The pain of adult tic syndrome: A man takes refuge at the easel

OTTAWA – Five years after it began, an Arnprior man continues to struggle with his debilitating health condition.

50-year-old Don Lacasse has adult tic syndrome, a condition that causes daily episodes of uncontrollable screaming and unpredictable movements.

“I’ve had episodes where I’ve been shouting three days in a row and couldn’t stop,” Lacasse said.

It began in 2016. Lacasse worked in an Arnprior auto spare shop and felt inexplicably exhausted.

“Harder and harder just to get out of bed and get to work.”

Before long, he began to faint, suffocate, and sweat profusely.

“There were so many symptoms associated with my illness that it made the doctors confused,” Lacasse said.

Doctors gave Lacasse a diagnosis of adult tic syndrome.

“When you are a child, 12 years old, they call it Tourettes. When you are 12 years old, they call it adult tic syndrome, ”he said.
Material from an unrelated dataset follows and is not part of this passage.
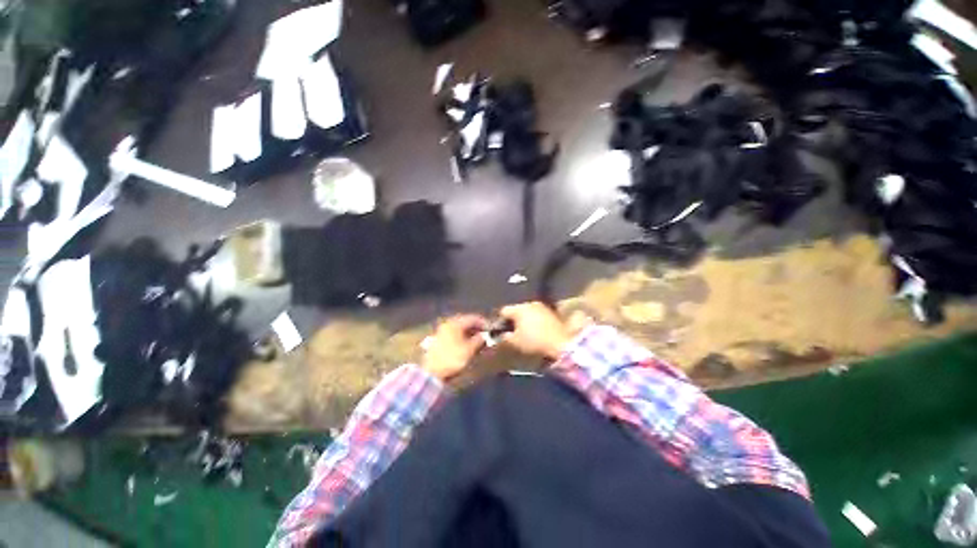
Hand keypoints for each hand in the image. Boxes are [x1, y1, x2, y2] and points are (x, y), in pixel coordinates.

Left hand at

Lacasse says there is a long list of symptoms that plague his health. He is not sure if they are directly related to his syndrome.

He says small winds can bring him to his knees. He is very sensitive to sunlight. His body feels as if it is flowing with electricity.

“It starts in my head and it cascades down like a cold over my body. It feels like people are hitting me with a cold bucket of water over and over again,” Lacasse said.

Don Lacasse

In an attempt to rule out other disorders that could also plague his health, Lacasse said he has had a number of medical tests – for MS, Parkinson’s, heavy metals, Lyme disease and other autoimmune diseases. He says all of these tests were negative.

Lacasse had to give up his driver’s license and leave his job.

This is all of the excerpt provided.